Records from a collection
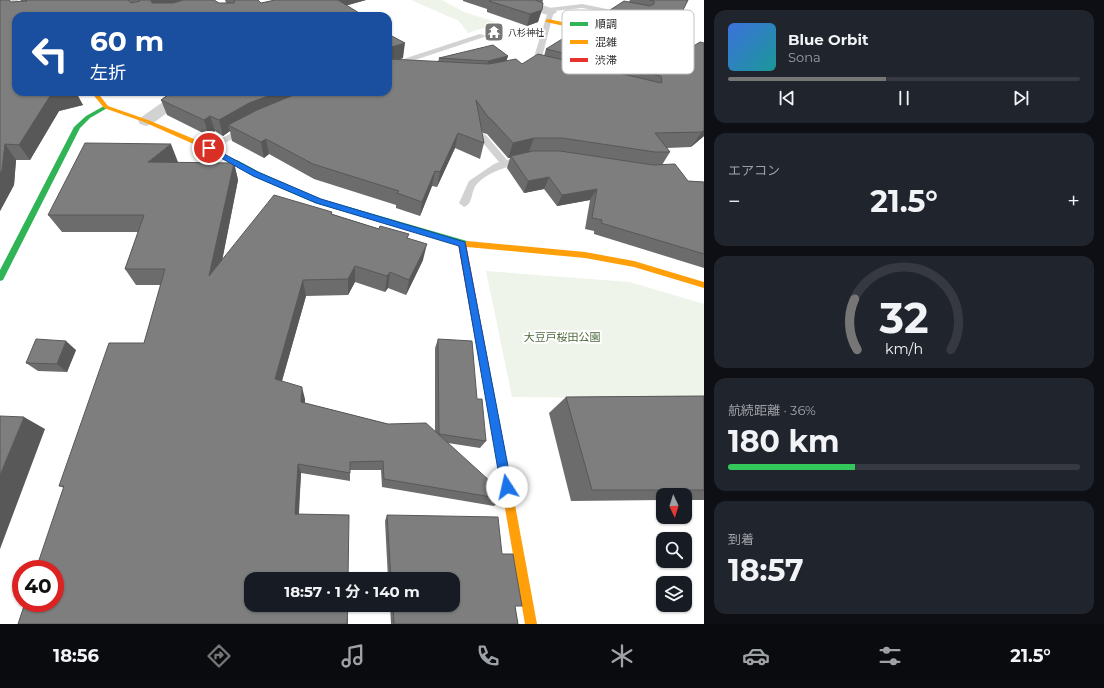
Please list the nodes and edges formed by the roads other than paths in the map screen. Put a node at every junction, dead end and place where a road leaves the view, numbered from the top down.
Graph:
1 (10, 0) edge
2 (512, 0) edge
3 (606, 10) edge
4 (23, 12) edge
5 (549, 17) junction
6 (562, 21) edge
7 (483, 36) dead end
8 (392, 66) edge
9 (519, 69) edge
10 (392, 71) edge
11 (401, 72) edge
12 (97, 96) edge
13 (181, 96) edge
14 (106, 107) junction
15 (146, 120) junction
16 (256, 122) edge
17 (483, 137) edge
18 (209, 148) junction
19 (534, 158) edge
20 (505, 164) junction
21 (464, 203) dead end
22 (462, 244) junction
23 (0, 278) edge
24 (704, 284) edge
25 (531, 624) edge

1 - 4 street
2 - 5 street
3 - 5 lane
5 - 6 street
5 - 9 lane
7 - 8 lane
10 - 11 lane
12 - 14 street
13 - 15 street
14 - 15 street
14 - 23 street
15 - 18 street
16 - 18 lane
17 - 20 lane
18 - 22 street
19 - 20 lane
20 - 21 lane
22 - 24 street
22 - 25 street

** WORK REQUIRED **
Please transcribe every entry exactly as written, leaving the pictures out.

** RESULT OF THE EXERCISE **
Please list the nodes and edges formed by the roads other than paths in the map screen. Put a node at every junction, dead end and place where a road leaves the view, numbered from the top down.
Graph:
1 (10, 0) edge
2 (512, 0) edge
3 (606, 10) edge
4 (23, 12) edge
5 (549, 17) junction
6 (562, 21) edge
7 (483, 36) dead end
8 (392, 66) edge
9 (519, 69) edge
10 (392, 71) edge
11 (401, 72) edge
12 (97, 96) edge
13 (181, 96) edge
14 (106, 107) junction
15 (146, 120) junction
16 (256, 122) edge
17 (483, 137) edge
18 (209, 148) junction
19 (534, 158) edge
20 (505, 164) junction
21 (464, 203) dead end
22 (462, 244) junction
23 (0, 278) edge
24 (704, 284) edge
25 (531, 624) edge

1 - 4 street
2 - 5 street
3 - 5 lane
5 - 6 street
5 - 9 lane
7 - 8 lane
10 - 11 lane
12 - 14 street
13 - 15 street
14 - 15 street
14 - 23 street
15 - 18 street
16 - 18 lane
17 - 20 lane
18 - 22 street
19 - 20 lane
20 - 21 lane
22 - 24 street
22 - 25 street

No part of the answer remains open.